Exercise | From the listing below, work out the number of lines containing "JARDINS" and give that number without comment.
________________
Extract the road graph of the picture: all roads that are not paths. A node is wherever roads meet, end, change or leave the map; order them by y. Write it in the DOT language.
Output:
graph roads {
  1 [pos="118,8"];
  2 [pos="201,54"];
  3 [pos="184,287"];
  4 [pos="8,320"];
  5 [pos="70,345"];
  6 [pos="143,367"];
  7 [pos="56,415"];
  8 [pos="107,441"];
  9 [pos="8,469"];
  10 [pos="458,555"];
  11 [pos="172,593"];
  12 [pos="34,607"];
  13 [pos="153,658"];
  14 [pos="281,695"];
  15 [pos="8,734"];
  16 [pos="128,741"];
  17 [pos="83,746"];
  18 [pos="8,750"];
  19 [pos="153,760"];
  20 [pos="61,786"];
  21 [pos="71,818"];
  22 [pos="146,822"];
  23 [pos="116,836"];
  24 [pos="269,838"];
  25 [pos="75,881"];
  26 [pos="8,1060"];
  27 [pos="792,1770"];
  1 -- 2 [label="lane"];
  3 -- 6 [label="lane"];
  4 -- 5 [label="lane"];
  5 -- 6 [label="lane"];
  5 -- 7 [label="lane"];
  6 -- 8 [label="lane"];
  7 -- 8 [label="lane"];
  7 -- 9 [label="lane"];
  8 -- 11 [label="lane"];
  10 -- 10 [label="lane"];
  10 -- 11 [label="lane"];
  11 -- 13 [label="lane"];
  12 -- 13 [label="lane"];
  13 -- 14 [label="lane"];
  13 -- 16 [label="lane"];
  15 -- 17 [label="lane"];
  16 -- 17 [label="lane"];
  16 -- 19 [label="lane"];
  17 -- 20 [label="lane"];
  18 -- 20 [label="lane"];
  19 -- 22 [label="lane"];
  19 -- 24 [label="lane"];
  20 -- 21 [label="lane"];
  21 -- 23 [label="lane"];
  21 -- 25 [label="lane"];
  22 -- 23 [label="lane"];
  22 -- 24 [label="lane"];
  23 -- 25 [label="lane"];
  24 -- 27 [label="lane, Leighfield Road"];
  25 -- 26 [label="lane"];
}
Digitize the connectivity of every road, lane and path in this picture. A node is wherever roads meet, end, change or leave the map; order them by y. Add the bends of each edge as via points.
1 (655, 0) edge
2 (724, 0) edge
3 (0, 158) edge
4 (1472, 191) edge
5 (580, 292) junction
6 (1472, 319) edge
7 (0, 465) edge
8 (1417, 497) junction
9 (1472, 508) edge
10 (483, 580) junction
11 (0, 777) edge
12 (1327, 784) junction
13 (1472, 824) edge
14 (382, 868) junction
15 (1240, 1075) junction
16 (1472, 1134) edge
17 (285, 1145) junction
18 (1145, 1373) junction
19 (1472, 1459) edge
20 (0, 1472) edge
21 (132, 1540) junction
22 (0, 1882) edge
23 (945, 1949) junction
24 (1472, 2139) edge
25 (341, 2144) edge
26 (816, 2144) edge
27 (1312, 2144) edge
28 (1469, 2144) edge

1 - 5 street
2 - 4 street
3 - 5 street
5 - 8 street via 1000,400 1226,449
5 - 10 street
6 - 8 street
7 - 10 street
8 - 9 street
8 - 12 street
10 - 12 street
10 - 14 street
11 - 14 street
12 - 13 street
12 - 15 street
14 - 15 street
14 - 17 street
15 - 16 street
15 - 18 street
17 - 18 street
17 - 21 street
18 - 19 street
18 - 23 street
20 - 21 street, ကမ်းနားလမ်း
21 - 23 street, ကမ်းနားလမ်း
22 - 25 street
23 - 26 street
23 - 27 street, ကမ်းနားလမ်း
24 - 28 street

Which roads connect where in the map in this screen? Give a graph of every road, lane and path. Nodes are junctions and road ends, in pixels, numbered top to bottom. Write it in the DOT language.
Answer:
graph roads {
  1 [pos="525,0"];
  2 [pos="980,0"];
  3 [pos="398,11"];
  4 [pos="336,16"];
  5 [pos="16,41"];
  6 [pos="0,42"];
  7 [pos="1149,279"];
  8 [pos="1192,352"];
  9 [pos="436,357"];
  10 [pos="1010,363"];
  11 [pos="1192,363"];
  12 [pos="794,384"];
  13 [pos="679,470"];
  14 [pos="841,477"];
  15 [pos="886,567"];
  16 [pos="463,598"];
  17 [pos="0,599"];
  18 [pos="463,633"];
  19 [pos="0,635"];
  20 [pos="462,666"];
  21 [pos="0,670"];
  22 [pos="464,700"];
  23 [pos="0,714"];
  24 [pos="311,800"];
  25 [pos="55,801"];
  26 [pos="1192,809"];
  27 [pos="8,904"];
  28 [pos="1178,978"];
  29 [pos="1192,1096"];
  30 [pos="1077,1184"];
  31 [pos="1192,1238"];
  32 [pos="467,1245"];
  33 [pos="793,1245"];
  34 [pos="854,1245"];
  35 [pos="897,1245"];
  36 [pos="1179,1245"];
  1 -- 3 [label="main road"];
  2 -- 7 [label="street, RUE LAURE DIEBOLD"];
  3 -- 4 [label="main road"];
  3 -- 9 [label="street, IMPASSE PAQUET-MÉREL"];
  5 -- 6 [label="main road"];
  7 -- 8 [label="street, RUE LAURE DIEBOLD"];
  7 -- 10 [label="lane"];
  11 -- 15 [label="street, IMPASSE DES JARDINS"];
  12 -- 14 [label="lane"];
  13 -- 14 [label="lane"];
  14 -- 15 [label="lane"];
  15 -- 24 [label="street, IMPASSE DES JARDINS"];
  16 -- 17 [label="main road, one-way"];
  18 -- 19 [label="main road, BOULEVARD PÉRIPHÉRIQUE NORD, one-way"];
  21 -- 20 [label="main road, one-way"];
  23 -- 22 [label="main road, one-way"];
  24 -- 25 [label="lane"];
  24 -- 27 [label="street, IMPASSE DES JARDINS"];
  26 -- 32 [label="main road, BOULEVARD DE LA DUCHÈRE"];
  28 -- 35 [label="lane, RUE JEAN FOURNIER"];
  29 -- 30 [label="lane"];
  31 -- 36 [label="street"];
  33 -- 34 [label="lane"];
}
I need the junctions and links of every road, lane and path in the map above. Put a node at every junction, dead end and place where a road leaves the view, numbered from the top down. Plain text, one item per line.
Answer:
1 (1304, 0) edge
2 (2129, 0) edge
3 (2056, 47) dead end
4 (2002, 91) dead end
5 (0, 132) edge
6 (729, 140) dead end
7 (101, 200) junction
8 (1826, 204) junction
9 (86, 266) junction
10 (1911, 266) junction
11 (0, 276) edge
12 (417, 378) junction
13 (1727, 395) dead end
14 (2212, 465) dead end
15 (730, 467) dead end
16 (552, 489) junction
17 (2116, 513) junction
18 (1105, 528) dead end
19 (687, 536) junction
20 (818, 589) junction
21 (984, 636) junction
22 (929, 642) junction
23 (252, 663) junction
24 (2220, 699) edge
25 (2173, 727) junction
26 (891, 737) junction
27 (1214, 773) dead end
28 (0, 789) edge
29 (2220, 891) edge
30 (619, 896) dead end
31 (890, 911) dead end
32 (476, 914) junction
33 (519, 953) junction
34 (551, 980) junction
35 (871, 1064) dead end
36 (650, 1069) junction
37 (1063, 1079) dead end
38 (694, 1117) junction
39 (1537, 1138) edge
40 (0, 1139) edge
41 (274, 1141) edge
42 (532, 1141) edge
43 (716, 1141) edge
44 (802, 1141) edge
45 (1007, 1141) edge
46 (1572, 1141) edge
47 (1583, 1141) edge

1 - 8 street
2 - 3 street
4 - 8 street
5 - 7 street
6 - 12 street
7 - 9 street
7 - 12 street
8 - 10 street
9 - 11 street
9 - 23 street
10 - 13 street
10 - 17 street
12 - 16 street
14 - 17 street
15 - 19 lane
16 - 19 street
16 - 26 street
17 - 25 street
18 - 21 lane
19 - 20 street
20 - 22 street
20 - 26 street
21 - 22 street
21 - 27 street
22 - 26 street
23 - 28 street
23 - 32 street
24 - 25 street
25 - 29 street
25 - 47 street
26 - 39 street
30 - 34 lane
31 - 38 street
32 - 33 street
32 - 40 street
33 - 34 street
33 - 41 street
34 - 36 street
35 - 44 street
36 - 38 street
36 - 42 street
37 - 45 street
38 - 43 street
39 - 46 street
________________
Task output | 3